É Carnaval, mas não vale violar direitos humanos! Nota dos grupos Jusfemina e Gira da UFBA sobre direitos humanos no carnaval
É CARNAVAL, MAS NÃO VALE VIOLAR DIREITOS HUMANOS!
É carnaval e a folia nos convida a brincar, a interagir e a socializar, pois se trata de um momento de extrema alegria, de descontração, de transbordamento de energia, de criatividade e de felicidade intensa. Por isso, é uma boa hora para celebrar a diversidade, sem deixar que as desigualdades sejam aprofundadas ou estimuladas através de segregações ou violações dos direitos humanos.
Respeito é a palavra de ordem. Tanto é que alguns governos adotam campanhas educativas em prol dos direitos de grupos socialmente excluídos e/ou discriminados como mulheres, indígenas, negros, LGBTQI+, dentre outros.
Porém, infelizmente, a cada ano muitas pessoas, dentre elas artistas famosos, costumam, “ainda que sem querer”, protagonizar situações no mínimo desagradáveis, tais como usar fantasias que contribuem para o reforço do racismo, do patriarcado, da LGBTfobia e de outras formas de discriminação e opressão.
Por isso, nunca é demais lembrar que a identidade cultural, étnico/racial, de gênero, territorial, linguística ou mesmo religiosa não é fantasia de carnaval, pois quando pessoas, sobretudo brancas, pintam seus corpos de negro ou usam blackface, estão alimentando o racismo, afinal, a cor da pele de outra pessoa não deve ser tomada como fantasia de festa, principalmente quando se trata de um grupo que sofre exclusão baseada neste fator.
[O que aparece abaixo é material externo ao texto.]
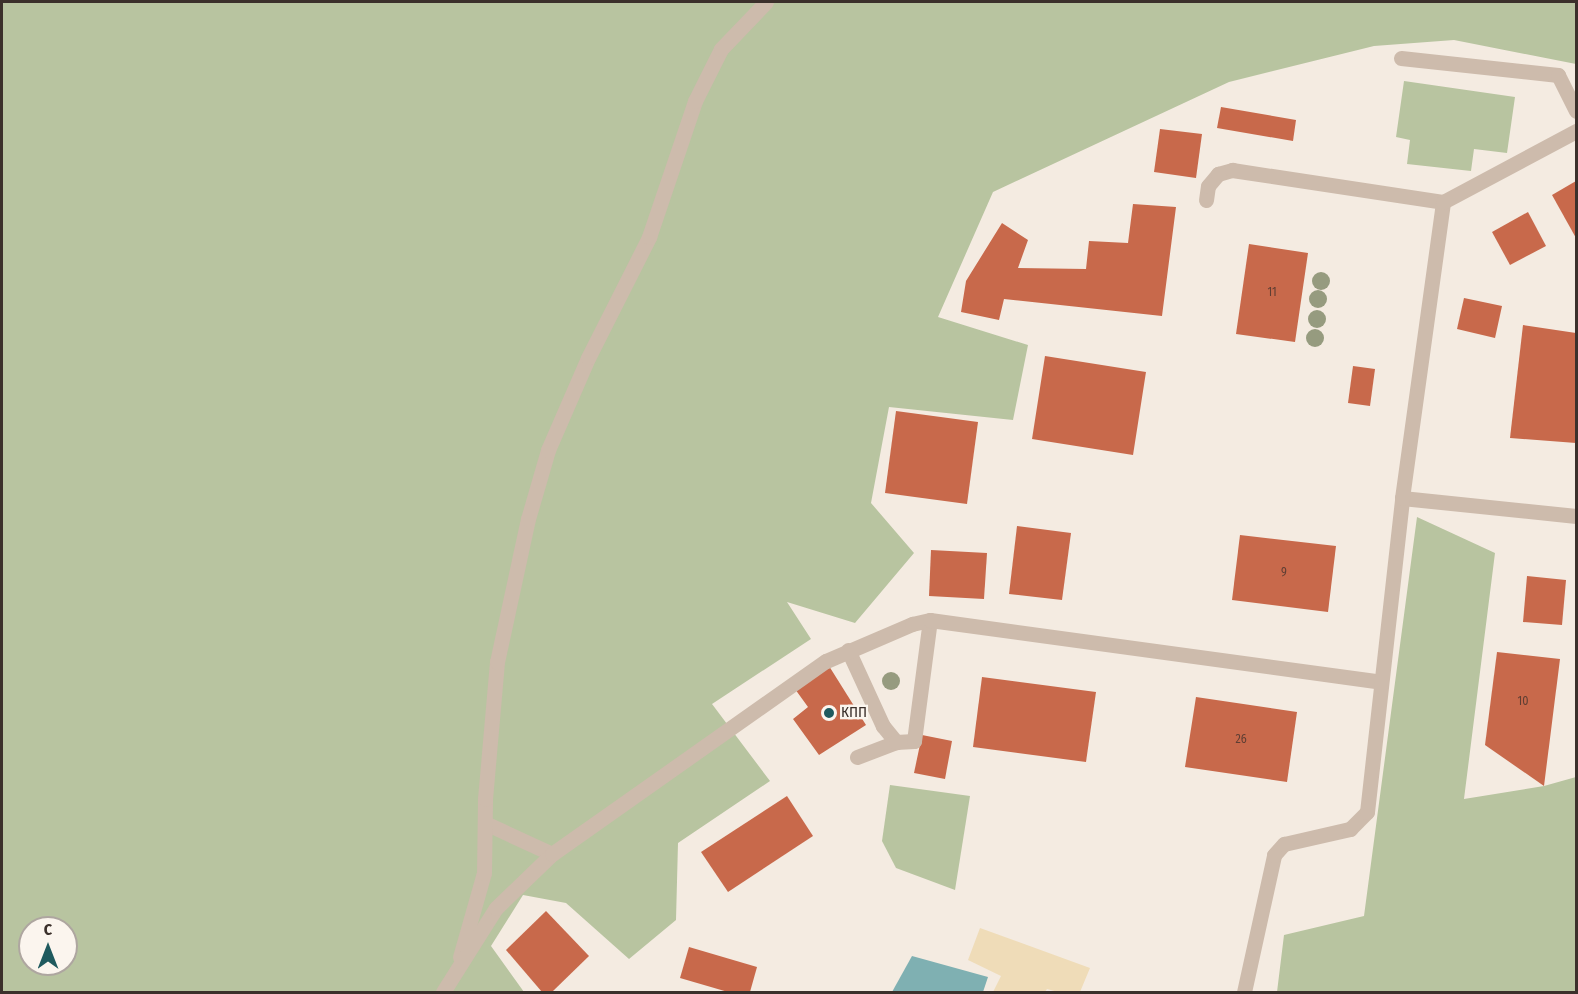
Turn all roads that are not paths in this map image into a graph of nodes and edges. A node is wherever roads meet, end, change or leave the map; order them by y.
1 (766, 2) edge
2 (1401, 58) dead end
3 (1576, 111) edge
4 (1576, 131) edge
5 (1206, 200) dead end
6 (1443, 202) junction
7 (1402, 498) junction
8 (1576, 516) edge
9 (930, 620) junction
10 (848, 650) junction
11 (1381, 682) junction
12 (896, 742) junction
13 (857, 757) dead end
14 (485, 823) junction
15 (552, 854) junction
16 (456, 972) junction
17 (443, 993) edge
18 (1244, 993) edge

1 - 14 street
2 - 3 street
4 - 6 street
5 - 6 street
6 - 7 street
7 - 8 street
7 - 11 street
9 - 10 street
9 - 11 street
9 - 12 street
10 - 12 street
10 - 15 street
11 - 18 street
12 - 13 street
14 - 15 street
14 - 16 street
15 - 16 street
16 - 17 street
É como o “brincar de índio” que também não tem a menor graça, pois se trata de caricaturar uma identidade, de desrespeitar grupos que lutam historicamente por se fazer reconhecer como sujeitos de direitos, dentro de suas especificidades, particularidades e diversidades.
Do mesmo modo, cair na folia com roupas típicas de algum grupo ou segmento religioso, tais como praticantes das religiões de matriz africana ou mesmo cristãos tradicionais, também não é razoável e muito menos engraçado, mesmo que alguns considerem que “faz parte da festa”, pois as pessoas que são apontadas socialmente como “macumbeiras” ou como “crentes”, em virtude de suas roupas e/ou adereços caracterizadores de suas orientações religiosas, talvez não se sintam confortáveis vendo que são ridicularizadas naquilo que para elas é a forma de expressar sua condição, sua fé ou mesmo os valores que carregam em virtude de suas tradições.
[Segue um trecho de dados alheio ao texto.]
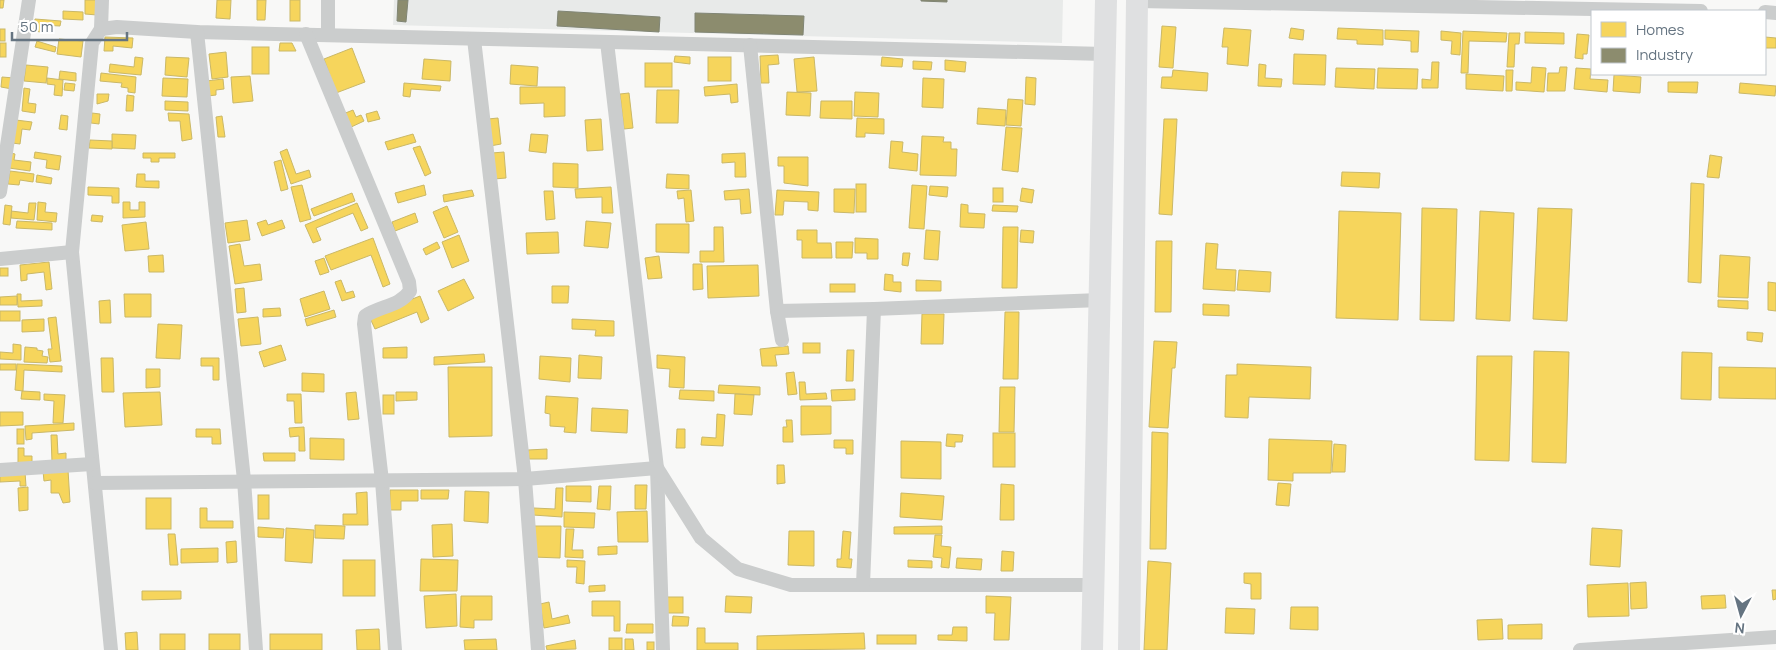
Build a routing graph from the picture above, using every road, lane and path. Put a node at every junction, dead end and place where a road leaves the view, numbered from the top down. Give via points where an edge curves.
1 (29, 0) edge
2 (102, 0) edge
3 (328, 0) edge
4 (1106, 0) edge
5 (1137, 1) edge
6 (1575, 4) edge
7 (1682, 10) edge
8 (101, 29) junction
9 (197, 32) junction
10 (306, 34) junction
11 (328, 35) junction
12 (474, 39) junction
13 (607, 42) junction
14 (750, 45) junction
15 (1105, 54) junction
16 (0, 192) edge
17 (72, 252) junction
18 (0, 259) edge
19 (1100, 300) junction
20 (874, 309) junction
21 (777, 311) junction
22 (782, 340) dead end
23 (92, 464) junction
24 (657, 468) junction
25 (0, 470) edge
26 (525, 479) junction
27 (244, 480) junction
28 (382, 481) junction
29 (95, 482) junction
30 (863, 585) junction
31 (1093, 585) junction
32 (1776, 637) edge
33 (111, 650) edge
34 (256, 650) edge
35 (395, 650) edge
36 (538, 650) edge
37 (663, 650) edge
38 (1092, 650) edge
39 (1129, 650) edge
40 (1580, 650) edge

1 - 16 street
2 - 8 street
3 - 11 street
4 - 15 main road
5 - 6 street
5 - 39 main road
6 - 7 street
8 - 9 street
8 - 17 street via 92,43
9 - 10 street
9 - 27 street
10 - 11 street
10 - 28 street via 409,282 410,291 405,299 365,316
11 - 12 street
12 - 13 street
12 - 26 street
13 - 14 street
13 - 24 street
14 - 15 street
14 - 21 street
15 - 19 main road
17 - 18 street
17 - 23 street
19 - 20 street
19 - 31 main road
20 - 21 street
20 - 30 street
21 - 22 street
23 - 25 street
23 - 29 street
24 - 26 street
24 - 30 street via 701,538 738,569 791,586
24 - 37 street
26 - 28 street
26 - 36 street
27 - 28 street
27 - 29 street
27 - 34 street
28 - 35 street
29 - 33 street
30 - 31 street
31 - 38 main road
32 - 40 street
Como saber, então, se a fantasia que vamos usar reforça ou não a intolerância contra determinados grupos ou sujeitos socialmente excluídos, discriminados e/ou vulnerabilizados?
De nossa parte, acreditamos que não há uma receita, até porque muitas destas práticas não são consideradas crimes, mas, talvez um bom começo seja refletir sobre a diversidade humana e exercer a empatia, isto é, se colocar no lugar do outro ou da outra para perceber se estamos equivocados/as ou não em nossas escolhas. Afinal, quem de nós nunca cometeu algum erro, nunca incorreu em equívocos ou nunca ofendeu alguém mesmo sem querer ou mesmo se dizendo defensores/as da diversidade social e humana? Quem de nós nunca deu um close errado até que alguém nos deu um toque ou fomos questionados por algum movimento social? Quem de nós nunca foi contaminado pela cultura hegemonica, que não respeita ou não tolera as diferenças? Quem de nós não está em permanente desconstrução?
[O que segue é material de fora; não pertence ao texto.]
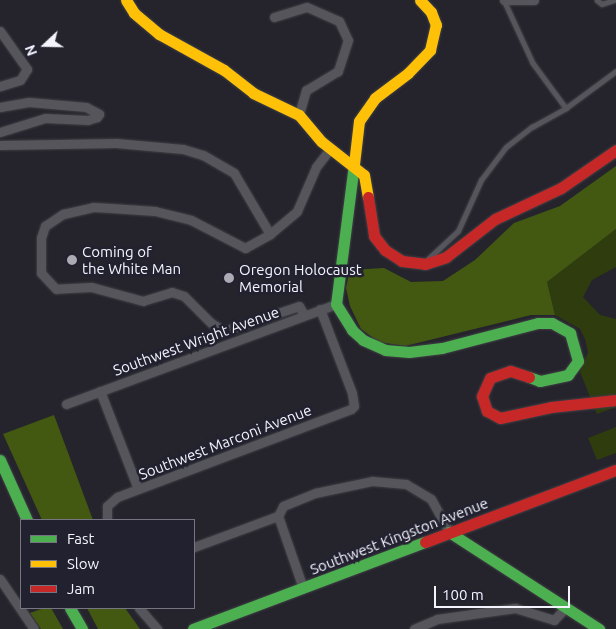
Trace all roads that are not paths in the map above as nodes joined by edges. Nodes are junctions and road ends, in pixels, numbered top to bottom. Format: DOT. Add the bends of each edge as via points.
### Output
graph roads {
  1 [pos="126,0"];
  2 [pos="420,0"];
  3 [pos="504,0"];
  4 [pos="534,0"];
  5 [pos="597,0"];
  6 [pos="614,0"];
  7 [pos="274,17"];
  8 [pos="0,31"];
  9 [pos="616,71"];
  10 [pos="0,86"];
  11 [pos="0,107"];
  12 [pos="566,108"];
  13 [pos="299,115"];
  14 [pos="0,132"];
  15 [pos="0,145"];
  16 [pos="330,150"];
  17 [pos="616,150"];
  18 [pos="353,168"];
  19 [pos="270,234"];
  20 [pos="425,264"];
  21 [pos="336,304"];
  22 [pos="320,309"];
  23 [pos="304,315"];
  24 [pos="100,391"];
  25 [pos="616,400"];
  26 [pos="66,404"];
  27 [pos="0,460"];
  28 [pos="616,470"];
  29 [pos="138,489"];
  30 [pos="278,516"];
  31 [pos="27,519"];
  32 [pos="107,519"];
  33 [pos="449,532"];
  34 [pos="195,547"];
  35 [pos="0,579"];
  36 [pos="302,588"];
  37 [pos="566,607"];
  38 [pos="20,608"];
  39 [pos="20,609"];
  40 [pos="71,609"];
  41 [pos="139,609"];
  42 [pos="34,629"];
  43 [pos="82,629"];
  44 [pos="157,629"];
  45 [pos="193,629"];
  46 [pos="414,629"];
  47 [pos="599,629"];
  1 -- 13 [label="street" via="134,13 159,34 224,70 253,92"];
  2 -- 18 [label="street" via="435,18 435,37 423,59 364,110 358,126"];
  3 -- 4 [label="street"];
  3 -- 12 [label="lane" via="533,63"];
  5 -- 6 [label="lane" via="602,4"];
  7 -- 13 [label="street" via="307,7 339,21 348,40 338,71 306,90"];
  8 -- 10 [label="street" via="27,69 20,80"];
  9 -- 12 [label="lane"];
  11 -- 14 [label="street" via="29,102 86,107 99,114 88,120 45,118"];
  12 -- 20 [label="lane" via="522,133 497,156 481,180 458,231"];
  13 -- 16 [label="street"];
  15 -- 19 [label="street" via="116,143 183,149 234,173"];
  16 -- 18 [label="street"];
  16 -- 19 [label="street" via="316,167 297,211"];
  17 -- 20 [label="street" via="579,178 495,219 446,257"];
  18 -- 20 [label="street" via="366,178 371,229 380,246 396,259"];
  18 -- 21 [label="street"];
  19 -- 23 [label="street" via="240,248 191,220 155,211 94,207 63,214 45,226 38,262 46,282 56,289 91,287 143,301 172,292 184,296 211,323 224,331 299,306"];
  21 -- 22 [label="street, Southwest Wright Avenue"];
  21 -- 25 [label="street" via="358,335 385,350 409,352 442,348 538,323 552,322 570,333 578,352 574,369 568,375 540,381 510,371 490,378 482,396 487,411 493,416 500,418 550,407"];
  22 -- 23 [label="street, Southwest Wright Avenue"];
  22 -- 29 [label="street, Southwest Marconi Avenue" via="354,406"];
  23 -- 24 [label="street, Southwest Wright Avenue"];
  24 -- 26 [label="street, Southwest Wright Avenue"];
  24 -- 29 [label="street"];
  27 -- 31 [label="street"];
  28 -- 33 [label="street, Southwest Kingston Avenue"];
  29 -- 32 [label="street, Southwest Marconi Avenue" via="113,499 107,506"];
  30 -- 33 [label="street" via="283,506 315,493 353,483 392,481 415,487 426,494"];
  30 -- 34 [label="street"];
  30 -- 36 [label="street"];
  33 -- 36 [label="street, Southwest Kingston Avenue"];
  33 -- 37 [label="street"];
  35 -- 38 [label="street"];
  36 -- 45 [label="street, Southwest Kingston Avenue"];
  37 -- 46 [label="street" via="554,620 515,608 437,619"];
  37 -- 47 [label="street"];
  39 -- 42 [label="street"];
  40 -- 43 [label="street"];
  41 -- 44 [label="street"];
}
Sendo assim, é importante que estejamos abertos/as para observar e aprender. Pois é possível que tenhamos alguém em nossa família ou entre nossos amigos que faça parte de algum grupo social que não gostaria de se ver representado como fantasia de carnaval, sendo objeto de chacota no meio da multidão. Não custa nada perguntar. Quem sabe ele ou ela nos ajude a enxergar o nosso equívoco e a nos divertir sem ferir ninguém e sem usar justamente aquela “fantasia” que constitui um traço da sua identidade social, enquanto indivíduo ou grupo historicamente discriminado, excluído e, portanto, segregado ou ridicularizado.
Afinal, carnaval combina com o sensual, mas não rima com violação de direitos ou intolerância à diversidade, não é verdade?
Pensemos nisto! E se você vai pra folia, divirta-se a valer e seja muito feliz! Viva e deixe viver! Mas não discrimine, não viole direitos. Ria de alegria e não da dor alheia. São os votos dos grupos de pesquisa Jusfemina e Gira da Universidade Federal da Bahia.